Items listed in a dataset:
..............................
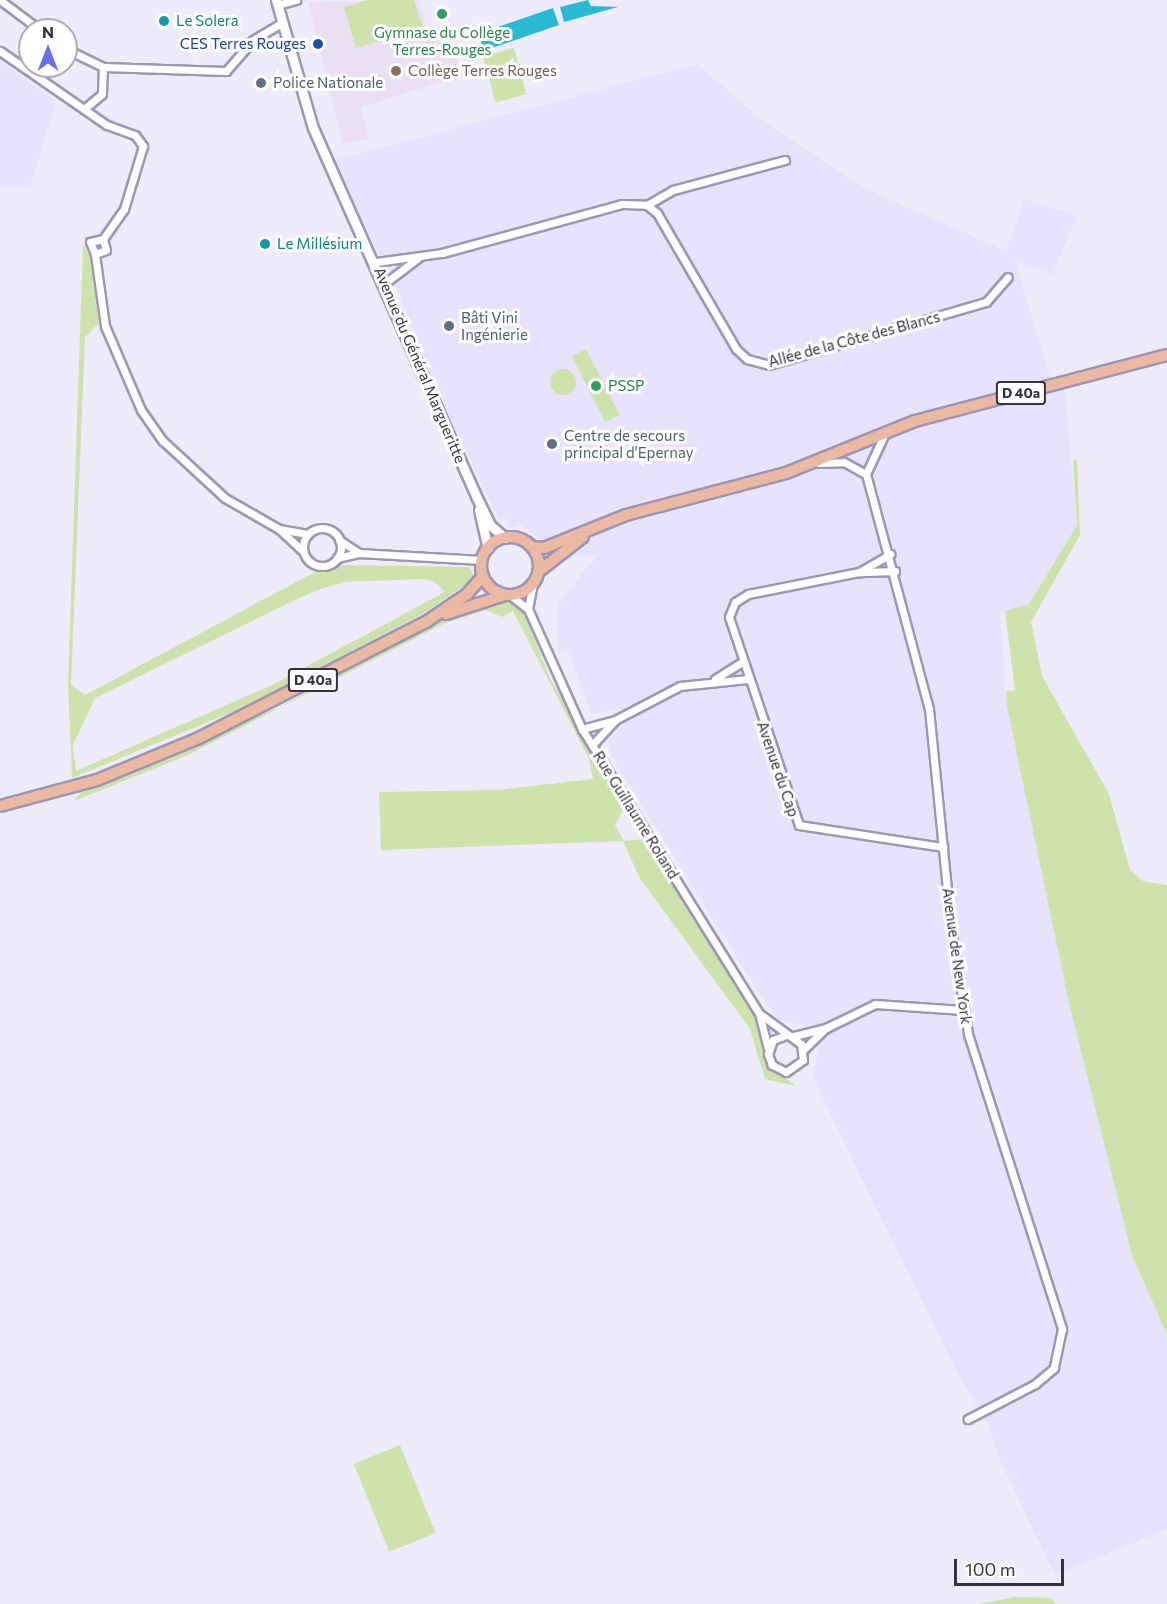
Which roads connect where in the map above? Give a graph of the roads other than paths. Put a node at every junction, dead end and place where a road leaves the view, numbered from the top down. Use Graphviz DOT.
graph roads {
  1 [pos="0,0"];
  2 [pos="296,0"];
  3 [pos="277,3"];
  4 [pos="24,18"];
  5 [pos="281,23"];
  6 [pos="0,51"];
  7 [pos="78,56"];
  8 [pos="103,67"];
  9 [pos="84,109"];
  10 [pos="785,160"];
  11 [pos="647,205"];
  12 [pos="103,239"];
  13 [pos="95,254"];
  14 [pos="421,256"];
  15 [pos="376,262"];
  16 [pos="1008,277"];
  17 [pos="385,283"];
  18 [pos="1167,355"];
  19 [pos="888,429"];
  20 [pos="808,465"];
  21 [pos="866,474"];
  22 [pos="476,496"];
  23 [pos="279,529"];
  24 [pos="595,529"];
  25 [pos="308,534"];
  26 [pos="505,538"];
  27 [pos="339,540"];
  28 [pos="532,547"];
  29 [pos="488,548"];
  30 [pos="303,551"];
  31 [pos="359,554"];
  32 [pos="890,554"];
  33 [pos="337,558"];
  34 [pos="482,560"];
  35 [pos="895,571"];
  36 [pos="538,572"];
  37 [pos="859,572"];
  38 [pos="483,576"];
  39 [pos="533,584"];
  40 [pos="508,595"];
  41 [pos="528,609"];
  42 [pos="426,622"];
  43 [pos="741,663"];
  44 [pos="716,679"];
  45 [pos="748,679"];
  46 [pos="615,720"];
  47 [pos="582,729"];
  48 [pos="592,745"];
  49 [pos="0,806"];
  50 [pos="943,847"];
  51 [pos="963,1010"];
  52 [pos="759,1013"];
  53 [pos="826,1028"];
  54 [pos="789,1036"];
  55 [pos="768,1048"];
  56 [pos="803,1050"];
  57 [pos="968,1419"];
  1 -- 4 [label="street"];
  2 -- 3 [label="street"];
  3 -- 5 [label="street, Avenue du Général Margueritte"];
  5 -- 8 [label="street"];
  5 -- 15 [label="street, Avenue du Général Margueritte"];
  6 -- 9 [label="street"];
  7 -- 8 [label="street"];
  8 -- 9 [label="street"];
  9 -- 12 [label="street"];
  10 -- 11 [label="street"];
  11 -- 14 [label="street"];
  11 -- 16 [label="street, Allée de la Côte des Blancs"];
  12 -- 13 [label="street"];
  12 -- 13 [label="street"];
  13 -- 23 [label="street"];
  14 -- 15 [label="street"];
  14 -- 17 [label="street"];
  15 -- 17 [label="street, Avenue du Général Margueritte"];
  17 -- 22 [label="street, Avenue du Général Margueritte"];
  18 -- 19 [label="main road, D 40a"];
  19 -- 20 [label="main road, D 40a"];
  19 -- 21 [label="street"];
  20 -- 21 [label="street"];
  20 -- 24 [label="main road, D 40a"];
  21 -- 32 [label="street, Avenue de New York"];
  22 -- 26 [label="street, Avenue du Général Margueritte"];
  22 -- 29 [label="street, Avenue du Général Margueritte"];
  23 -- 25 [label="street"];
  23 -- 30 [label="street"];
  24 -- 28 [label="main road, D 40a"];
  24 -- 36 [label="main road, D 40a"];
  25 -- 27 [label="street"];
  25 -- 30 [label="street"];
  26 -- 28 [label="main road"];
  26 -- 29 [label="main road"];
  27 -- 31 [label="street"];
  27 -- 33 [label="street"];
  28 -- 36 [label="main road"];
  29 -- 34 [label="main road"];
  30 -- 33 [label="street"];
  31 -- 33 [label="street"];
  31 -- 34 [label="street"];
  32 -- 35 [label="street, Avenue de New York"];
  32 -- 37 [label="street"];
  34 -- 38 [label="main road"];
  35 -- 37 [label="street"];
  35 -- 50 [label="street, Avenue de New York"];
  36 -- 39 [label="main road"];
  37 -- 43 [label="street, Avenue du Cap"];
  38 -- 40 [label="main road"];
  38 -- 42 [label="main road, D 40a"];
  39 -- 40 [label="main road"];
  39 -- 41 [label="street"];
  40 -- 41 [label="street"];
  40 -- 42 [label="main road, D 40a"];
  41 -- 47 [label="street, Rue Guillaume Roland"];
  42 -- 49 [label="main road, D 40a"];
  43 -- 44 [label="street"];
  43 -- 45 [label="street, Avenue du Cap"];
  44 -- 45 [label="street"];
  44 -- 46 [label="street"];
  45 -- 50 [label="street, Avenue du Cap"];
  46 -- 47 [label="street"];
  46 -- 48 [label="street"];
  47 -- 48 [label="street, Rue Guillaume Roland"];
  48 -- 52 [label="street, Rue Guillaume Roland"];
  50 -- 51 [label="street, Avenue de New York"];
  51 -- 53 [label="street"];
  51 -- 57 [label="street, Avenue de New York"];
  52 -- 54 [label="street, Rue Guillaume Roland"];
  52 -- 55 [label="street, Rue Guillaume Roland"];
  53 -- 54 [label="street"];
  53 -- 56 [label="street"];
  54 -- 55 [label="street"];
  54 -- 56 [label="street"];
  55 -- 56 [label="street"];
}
..............................
Task brief - If a line in the entries contains the word "Guillaume", copy that line out.

Answer space -
  41 -- 47 [label="street, Rue Guillaume Roland"];
  47 -- 48 [label="street, Rue Guillaume Roland"];
  48 -- 52 [label="street, Rue Guillaume Roland"];
  52 -- 54 [label="street, Rue Guillaume Roland"];
  52 -- 55 [label="street, Rue Guillaume Roland"];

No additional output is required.